The International Monetary Fund (IMF) sees the Indian economy recording 5.7 per cent growth this calendar year, on the back of improved external demand and recently implemented pro-growth measures.
This forecast is lower than the 5.9 per cent GDP growth projected by IMF in January, but higher than the revised level of four per cent in 2012.
For 2014, the Indian economy is expected to record 6.2 per cent GDP growth, the IMF said in its latest World Economic Outlook (WEO) report released in Washington on Tuesday.
IMF’s forecast is not strictly comparable with the projections made by the Central Statistics Office (CSO) here, as the latter follows the April-March year, while the former follows a calendar year.
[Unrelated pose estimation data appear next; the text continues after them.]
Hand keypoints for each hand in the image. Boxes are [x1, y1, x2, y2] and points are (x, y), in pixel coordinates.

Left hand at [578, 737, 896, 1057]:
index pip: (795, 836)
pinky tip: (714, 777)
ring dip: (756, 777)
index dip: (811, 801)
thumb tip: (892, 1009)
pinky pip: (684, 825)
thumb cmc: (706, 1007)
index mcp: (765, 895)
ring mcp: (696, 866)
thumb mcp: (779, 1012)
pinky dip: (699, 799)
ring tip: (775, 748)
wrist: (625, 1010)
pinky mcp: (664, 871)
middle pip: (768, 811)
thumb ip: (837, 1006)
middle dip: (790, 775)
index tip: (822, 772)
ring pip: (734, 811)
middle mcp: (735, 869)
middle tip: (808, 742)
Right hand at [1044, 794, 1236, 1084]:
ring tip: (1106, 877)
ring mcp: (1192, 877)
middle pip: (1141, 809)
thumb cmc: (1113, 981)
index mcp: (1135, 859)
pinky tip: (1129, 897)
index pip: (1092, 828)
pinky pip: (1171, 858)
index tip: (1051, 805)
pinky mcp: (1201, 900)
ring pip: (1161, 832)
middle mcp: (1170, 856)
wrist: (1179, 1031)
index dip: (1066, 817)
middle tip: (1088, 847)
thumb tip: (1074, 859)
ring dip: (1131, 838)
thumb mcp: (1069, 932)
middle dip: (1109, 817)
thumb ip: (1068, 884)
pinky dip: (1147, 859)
CSO has pegged the advance estimate of GDP growth for 2012-13 at five per cent, the lowest in a decade.
The IMF has cautioned that significant structural challenges will likely lower potential output over the medium term in India and also keep inflation elevated by regional standards.
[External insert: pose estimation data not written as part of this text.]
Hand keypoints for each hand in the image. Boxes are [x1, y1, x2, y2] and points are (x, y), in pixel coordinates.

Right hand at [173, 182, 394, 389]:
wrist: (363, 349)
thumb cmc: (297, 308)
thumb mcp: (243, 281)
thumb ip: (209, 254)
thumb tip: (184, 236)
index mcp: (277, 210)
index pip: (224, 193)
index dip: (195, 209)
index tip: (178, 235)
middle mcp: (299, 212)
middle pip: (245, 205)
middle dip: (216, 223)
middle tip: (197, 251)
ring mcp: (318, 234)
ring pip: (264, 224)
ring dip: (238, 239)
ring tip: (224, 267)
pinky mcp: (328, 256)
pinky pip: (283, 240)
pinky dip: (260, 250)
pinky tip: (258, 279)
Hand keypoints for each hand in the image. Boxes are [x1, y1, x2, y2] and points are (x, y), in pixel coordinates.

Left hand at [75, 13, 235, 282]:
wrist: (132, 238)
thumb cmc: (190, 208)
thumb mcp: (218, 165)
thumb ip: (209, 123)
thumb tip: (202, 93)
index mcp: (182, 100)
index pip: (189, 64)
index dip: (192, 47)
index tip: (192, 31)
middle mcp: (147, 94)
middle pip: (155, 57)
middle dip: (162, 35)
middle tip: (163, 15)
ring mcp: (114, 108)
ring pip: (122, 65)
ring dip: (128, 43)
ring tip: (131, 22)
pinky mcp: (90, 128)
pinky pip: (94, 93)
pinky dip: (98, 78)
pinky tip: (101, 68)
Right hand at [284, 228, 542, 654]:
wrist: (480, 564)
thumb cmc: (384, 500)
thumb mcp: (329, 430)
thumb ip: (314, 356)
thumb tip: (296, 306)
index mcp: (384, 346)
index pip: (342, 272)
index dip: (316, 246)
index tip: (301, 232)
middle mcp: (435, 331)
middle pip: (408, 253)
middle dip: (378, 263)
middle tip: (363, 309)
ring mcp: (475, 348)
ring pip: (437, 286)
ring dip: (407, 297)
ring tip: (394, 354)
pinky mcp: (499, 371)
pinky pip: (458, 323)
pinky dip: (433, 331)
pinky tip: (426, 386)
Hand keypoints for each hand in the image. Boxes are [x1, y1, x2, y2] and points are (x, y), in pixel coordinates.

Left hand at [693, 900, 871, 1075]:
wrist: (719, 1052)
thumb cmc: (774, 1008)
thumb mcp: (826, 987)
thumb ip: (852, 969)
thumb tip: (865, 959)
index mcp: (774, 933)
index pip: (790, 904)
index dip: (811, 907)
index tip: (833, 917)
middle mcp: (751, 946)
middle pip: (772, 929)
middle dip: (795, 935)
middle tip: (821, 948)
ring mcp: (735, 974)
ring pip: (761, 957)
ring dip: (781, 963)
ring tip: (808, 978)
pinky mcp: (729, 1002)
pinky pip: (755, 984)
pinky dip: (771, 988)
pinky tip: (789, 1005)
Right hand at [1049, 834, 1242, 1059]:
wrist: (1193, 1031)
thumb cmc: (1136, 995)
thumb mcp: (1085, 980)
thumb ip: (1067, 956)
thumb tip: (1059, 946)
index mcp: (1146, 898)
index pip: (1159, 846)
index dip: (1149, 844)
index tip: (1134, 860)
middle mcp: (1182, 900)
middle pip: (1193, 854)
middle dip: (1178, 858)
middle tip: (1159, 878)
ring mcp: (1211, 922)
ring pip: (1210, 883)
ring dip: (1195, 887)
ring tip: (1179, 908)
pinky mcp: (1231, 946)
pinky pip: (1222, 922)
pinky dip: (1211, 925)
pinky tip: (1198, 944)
Investments have stalled in India due to supply factors such as infrastructure or labour market bottlenecks and domestic policy uncertainty and regulatory obstacles.
The WEO also projected a modest improvement in global economic growth to 3.3 per cent from 3.2 per cent in 2012.
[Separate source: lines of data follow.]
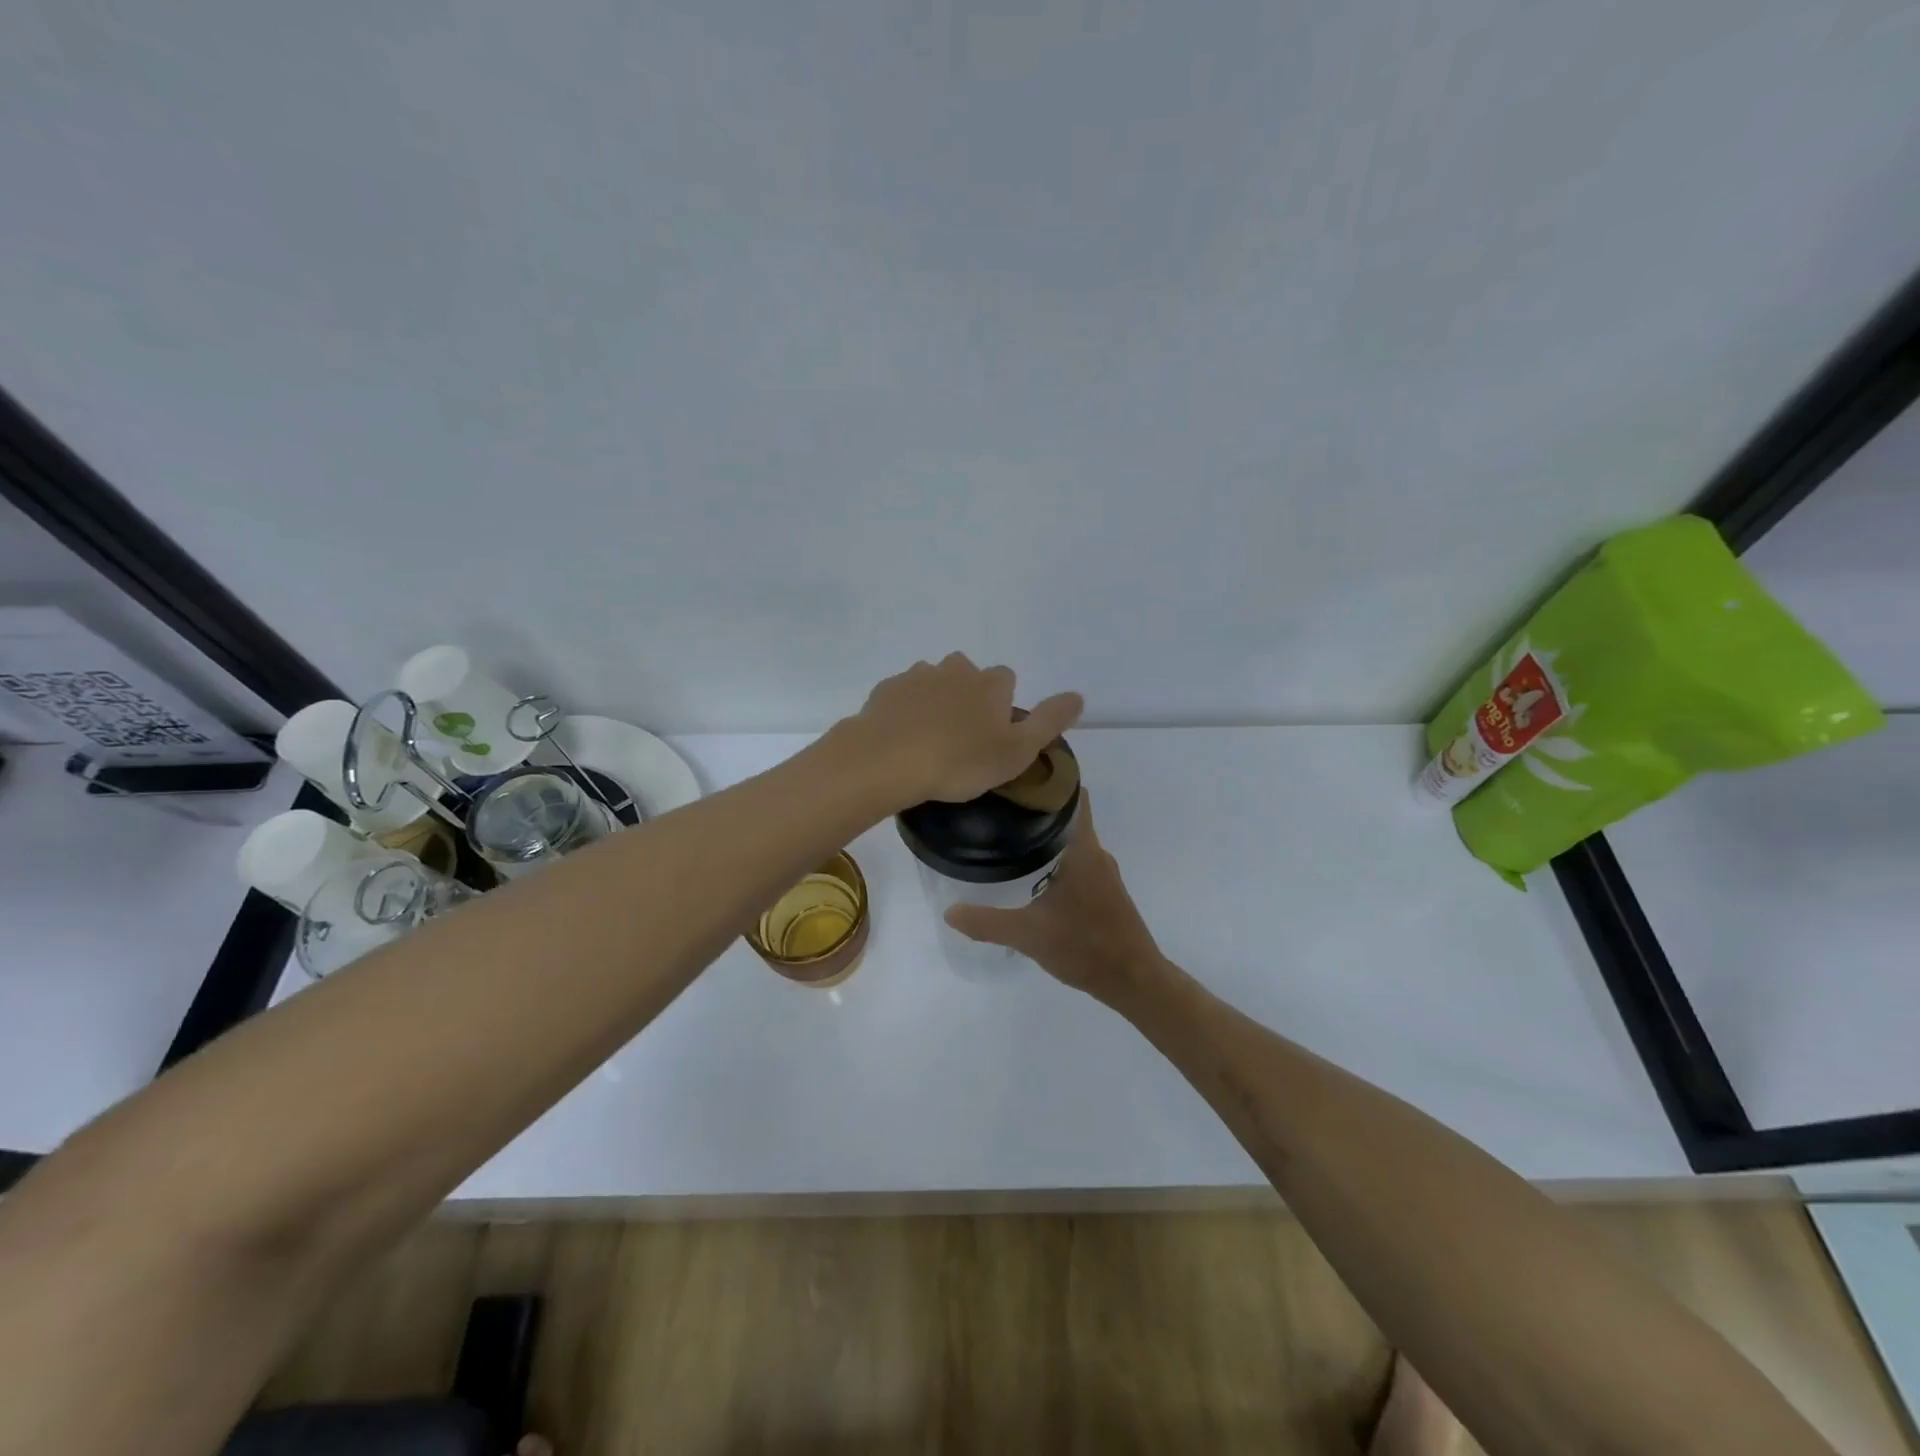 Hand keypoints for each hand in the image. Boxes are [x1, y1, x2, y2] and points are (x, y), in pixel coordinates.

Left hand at [846, 653, 1082, 807]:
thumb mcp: (1017, 751)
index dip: (1002, 706)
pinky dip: (906, 711)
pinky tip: (902, 738)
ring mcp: (917, 676)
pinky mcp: (886, 689)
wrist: (887, 760)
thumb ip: (1049, 721)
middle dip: (968, 699)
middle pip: (969, 676)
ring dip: (936, 703)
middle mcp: (955, 669)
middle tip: (961, 740)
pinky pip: (903, 696)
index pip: (1006, 680)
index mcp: (990, 683)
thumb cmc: (959, 761)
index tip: (993, 736)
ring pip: (934, 683)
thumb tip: (1078, 696)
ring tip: (929, 741)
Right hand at [944, 798, 1163, 1000]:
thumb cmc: (1084, 946)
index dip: (1050, 781)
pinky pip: (1079, 863)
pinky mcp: (1107, 894)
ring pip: (1073, 843)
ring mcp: (1105, 875)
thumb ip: (986, 923)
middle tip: (1002, 809)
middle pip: (1068, 818)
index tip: (1019, 775)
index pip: (1073, 797)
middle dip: (1038, 812)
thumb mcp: (1027, 935)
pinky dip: (1058, 860)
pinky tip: (1036, 876)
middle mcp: (1097, 855)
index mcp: (1082, 851)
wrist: (1134, 980)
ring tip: (1012, 839)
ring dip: (1048, 838)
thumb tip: (949, 911)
The global prospects have improved again but the road to recovery in the advanced economies will remain bumpy.
Until now, what was a two-speed recovery, strong in emerging market and developing economies but weaker in advanced economies, is now becoming a three-speed recovery, the WEO report noted.
Emerging markets and developing economies are still going strong. But in advanced economies, there appears to be a growing bifurcation between the US and Euro area, the report has said.